Source: Current stage distribution sourced from PHE 2021 data release (https://www.cancerdata.nhs.uk/stage_at_diagnosis) and projected incidence from Smittenaar et al. Cancer Incidence and Mortality Projections in the UK Until 2035. Brit J Cancer 2016.

 

iii Note, in CRUK’s original submission to the HSC Select Committee Cancer Inquiry we stated that 55% of cancer patients who with a known stage were diagnosed at stages I and II. However, updated data has since been released in December 2021 so the current figure of 54% represents the most up to date estimate of the proportion of known stage cancers diagnosed early in 2018. This data also


offers 2019 estimates however completeness is notably lower so have not been included into calculations.

 

iv The statistic of ‘184,000 cancers needed to be diagnosed early in order to keep pace’ is the difference between the 2018 number of people diagnosed early (around 141,400) and the 2018 proportion (54.4%) of the known stage cancers diagnosed early, applied to the projected incidence, for each year between 2019 and 2028 inclusive.

 

v The current trajectory assumes 54.4% of known stage cases diagnosed early (in stage 1 and 2) each year.
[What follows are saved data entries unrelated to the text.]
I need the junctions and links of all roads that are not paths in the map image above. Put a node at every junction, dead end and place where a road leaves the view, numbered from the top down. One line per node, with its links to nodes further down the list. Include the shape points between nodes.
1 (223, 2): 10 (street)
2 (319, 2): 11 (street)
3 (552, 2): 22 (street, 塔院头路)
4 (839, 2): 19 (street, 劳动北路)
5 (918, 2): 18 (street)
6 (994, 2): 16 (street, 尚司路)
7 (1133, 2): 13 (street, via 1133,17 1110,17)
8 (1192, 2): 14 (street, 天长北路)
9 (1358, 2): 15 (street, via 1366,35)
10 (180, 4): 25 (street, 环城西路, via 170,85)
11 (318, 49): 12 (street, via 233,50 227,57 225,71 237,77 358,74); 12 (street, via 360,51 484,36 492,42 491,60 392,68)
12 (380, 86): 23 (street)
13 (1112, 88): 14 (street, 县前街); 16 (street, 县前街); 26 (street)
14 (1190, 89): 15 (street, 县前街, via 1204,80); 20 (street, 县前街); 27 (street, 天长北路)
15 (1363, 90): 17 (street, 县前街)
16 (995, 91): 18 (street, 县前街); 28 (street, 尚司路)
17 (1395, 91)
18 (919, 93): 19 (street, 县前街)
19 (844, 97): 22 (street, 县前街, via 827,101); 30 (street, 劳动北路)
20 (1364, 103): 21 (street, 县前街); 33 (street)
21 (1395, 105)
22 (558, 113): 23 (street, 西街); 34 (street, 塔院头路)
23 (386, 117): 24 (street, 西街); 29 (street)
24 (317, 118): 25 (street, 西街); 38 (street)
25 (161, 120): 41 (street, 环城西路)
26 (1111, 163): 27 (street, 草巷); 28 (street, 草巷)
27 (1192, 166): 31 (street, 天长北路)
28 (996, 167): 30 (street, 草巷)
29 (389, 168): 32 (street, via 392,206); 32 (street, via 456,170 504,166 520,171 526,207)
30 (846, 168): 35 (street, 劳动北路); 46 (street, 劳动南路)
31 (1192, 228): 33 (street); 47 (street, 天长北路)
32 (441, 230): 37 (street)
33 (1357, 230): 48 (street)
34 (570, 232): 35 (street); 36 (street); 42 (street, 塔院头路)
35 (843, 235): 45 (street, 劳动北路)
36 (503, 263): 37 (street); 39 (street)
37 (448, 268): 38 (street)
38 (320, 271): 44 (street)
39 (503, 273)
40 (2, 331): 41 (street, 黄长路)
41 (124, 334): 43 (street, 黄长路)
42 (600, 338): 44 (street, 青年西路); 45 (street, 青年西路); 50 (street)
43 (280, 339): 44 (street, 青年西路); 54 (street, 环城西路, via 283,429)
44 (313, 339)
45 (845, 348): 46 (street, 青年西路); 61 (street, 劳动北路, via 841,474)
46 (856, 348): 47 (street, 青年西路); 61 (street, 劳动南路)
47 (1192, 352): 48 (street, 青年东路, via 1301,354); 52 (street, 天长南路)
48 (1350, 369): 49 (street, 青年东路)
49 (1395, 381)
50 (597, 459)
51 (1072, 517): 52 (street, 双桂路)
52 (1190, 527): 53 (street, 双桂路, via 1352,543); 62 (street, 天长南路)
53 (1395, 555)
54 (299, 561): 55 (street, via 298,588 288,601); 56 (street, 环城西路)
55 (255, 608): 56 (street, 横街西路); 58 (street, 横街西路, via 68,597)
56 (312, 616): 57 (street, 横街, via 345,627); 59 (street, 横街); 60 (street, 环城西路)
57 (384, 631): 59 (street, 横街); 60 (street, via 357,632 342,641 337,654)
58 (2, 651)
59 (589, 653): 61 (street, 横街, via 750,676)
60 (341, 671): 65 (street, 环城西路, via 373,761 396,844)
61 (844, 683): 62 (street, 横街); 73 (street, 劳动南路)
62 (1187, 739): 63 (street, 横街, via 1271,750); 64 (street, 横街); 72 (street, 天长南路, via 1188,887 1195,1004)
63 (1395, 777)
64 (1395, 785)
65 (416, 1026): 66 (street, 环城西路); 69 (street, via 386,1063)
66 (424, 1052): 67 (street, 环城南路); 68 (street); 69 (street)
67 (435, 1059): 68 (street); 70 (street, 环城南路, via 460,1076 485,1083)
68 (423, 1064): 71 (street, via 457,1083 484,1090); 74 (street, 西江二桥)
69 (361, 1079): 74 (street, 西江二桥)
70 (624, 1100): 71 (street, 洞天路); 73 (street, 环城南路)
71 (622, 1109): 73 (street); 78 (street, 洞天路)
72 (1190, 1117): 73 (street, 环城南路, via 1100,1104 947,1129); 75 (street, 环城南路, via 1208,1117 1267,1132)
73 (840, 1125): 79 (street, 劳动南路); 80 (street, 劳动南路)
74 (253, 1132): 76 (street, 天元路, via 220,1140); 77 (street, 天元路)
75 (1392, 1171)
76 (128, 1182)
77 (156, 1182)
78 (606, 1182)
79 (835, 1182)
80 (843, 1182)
The trajectory required for the 75% ambition would require a 2.06ppt increase year on year. For each year the difference in the percentage points between the ambition trajectory and the current trajectory was calculated, then applied to the projected incidence to calculate the shortfall in terms of patients. The sum of shortfalls between 2019 and 2028 resulted in 343,000 cases.
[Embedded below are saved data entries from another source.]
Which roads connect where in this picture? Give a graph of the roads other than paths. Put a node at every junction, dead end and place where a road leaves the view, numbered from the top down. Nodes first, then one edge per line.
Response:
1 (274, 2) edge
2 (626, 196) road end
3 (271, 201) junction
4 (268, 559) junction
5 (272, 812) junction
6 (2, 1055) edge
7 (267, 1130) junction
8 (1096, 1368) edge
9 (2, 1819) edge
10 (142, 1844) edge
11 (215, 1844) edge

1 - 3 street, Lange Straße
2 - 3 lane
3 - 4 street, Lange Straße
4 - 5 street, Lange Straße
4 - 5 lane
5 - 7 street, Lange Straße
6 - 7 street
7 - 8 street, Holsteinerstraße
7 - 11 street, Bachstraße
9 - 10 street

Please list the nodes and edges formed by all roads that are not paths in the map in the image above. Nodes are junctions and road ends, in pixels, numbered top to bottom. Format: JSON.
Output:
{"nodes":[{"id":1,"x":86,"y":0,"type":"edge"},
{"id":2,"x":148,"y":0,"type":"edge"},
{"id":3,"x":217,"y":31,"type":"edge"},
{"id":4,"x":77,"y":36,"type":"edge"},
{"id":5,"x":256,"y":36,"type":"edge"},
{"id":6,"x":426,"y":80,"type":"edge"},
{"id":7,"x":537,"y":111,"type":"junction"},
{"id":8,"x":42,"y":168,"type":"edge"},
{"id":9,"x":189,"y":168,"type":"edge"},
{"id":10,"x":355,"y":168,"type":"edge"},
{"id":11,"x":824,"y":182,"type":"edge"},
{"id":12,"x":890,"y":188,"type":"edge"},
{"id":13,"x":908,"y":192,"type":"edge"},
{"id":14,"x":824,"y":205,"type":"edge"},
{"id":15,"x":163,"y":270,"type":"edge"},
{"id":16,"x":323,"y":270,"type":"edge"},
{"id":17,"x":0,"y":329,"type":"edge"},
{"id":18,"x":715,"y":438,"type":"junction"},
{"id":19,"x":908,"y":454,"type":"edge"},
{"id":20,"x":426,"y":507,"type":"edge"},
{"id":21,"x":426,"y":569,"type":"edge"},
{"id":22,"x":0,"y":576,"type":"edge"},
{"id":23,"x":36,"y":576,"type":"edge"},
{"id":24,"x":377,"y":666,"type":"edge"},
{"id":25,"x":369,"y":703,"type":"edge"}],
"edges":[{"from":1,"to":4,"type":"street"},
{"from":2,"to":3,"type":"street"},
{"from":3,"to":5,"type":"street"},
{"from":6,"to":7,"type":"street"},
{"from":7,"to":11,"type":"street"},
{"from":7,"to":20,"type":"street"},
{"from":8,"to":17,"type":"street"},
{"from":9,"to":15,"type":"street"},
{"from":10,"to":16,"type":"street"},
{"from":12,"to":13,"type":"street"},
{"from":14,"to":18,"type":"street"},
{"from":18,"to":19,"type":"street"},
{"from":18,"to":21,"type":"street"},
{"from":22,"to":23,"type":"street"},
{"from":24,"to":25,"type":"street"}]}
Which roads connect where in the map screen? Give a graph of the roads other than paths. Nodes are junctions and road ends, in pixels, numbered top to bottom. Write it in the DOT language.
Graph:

Source: Current stage distribution sourced from PHE 2021 data release (https://www.cancerdata.nhs.uk/stage_at_diagnosis) and projected incidence from Smittenaar et al. Cancer Incidence and Mortality Projections in the UK Until 2035. Brit J Cancer 2016.

 

vi Calculations conducted in house by the Cancer Intelligence team, Cancer Research UK. The Cancer Alliance with the highest proportion of early stage diagnoses was identified for each quarter in 2018, and the proportion applied to all other Cancer Alliances for that quarter, to determine the number of patients who could have been diagnosed early. Of note, the highest proportion of early diagnoses across all cancer sites for any given quarter in 2018 was 59%. This estimate does not take into account socio-demographic differences between Cancer Alliances, so could be an overestimate of the variation in stage at diagnosis that might be feasible for Cancer Alliances to avoid.

 

vii These estimates are based on the annual average number of patients diagnosed at stage 1 and 2 (2016-2018), using data from: PHE, Staging Data in

England, https://www.cancerdata.nhs.uk/stage_at_diagnosis

A small proportion of variation in diagnosis of lung/bowel cancer at stage 1 and 2 between Cancer Alliances could be due to differences in the socio-demographic mix of patients in each Cancer

Alliance. This estimate does not take into account socio-demographic differences between Cancer Alliances, so could be an overestimate of the variation in stage at diagnosis that might be feasible for Cancer Alliances to avoid.

 

viii These estimates are based on the annual average number of patients diagnosed at stage 1 and 2 (2016-2018), using data from: PHE, Staging Data in

England, https://www.cancerdata.nhs.uk/stage_at_diagnosis

A small proportion of variation in diagnosis of lung/bowel cancer at stage 1 and 2 between Cancer

Alliances could be due to differences in the socio-demographic mix of patients in each Cancer

Alliance. This estimate does not take into account socio-demographic differences between Cancer Alliances, so could be an overestimate of the variation in stage at diagnosis that might be feasible for Cancer Alliances to avoid.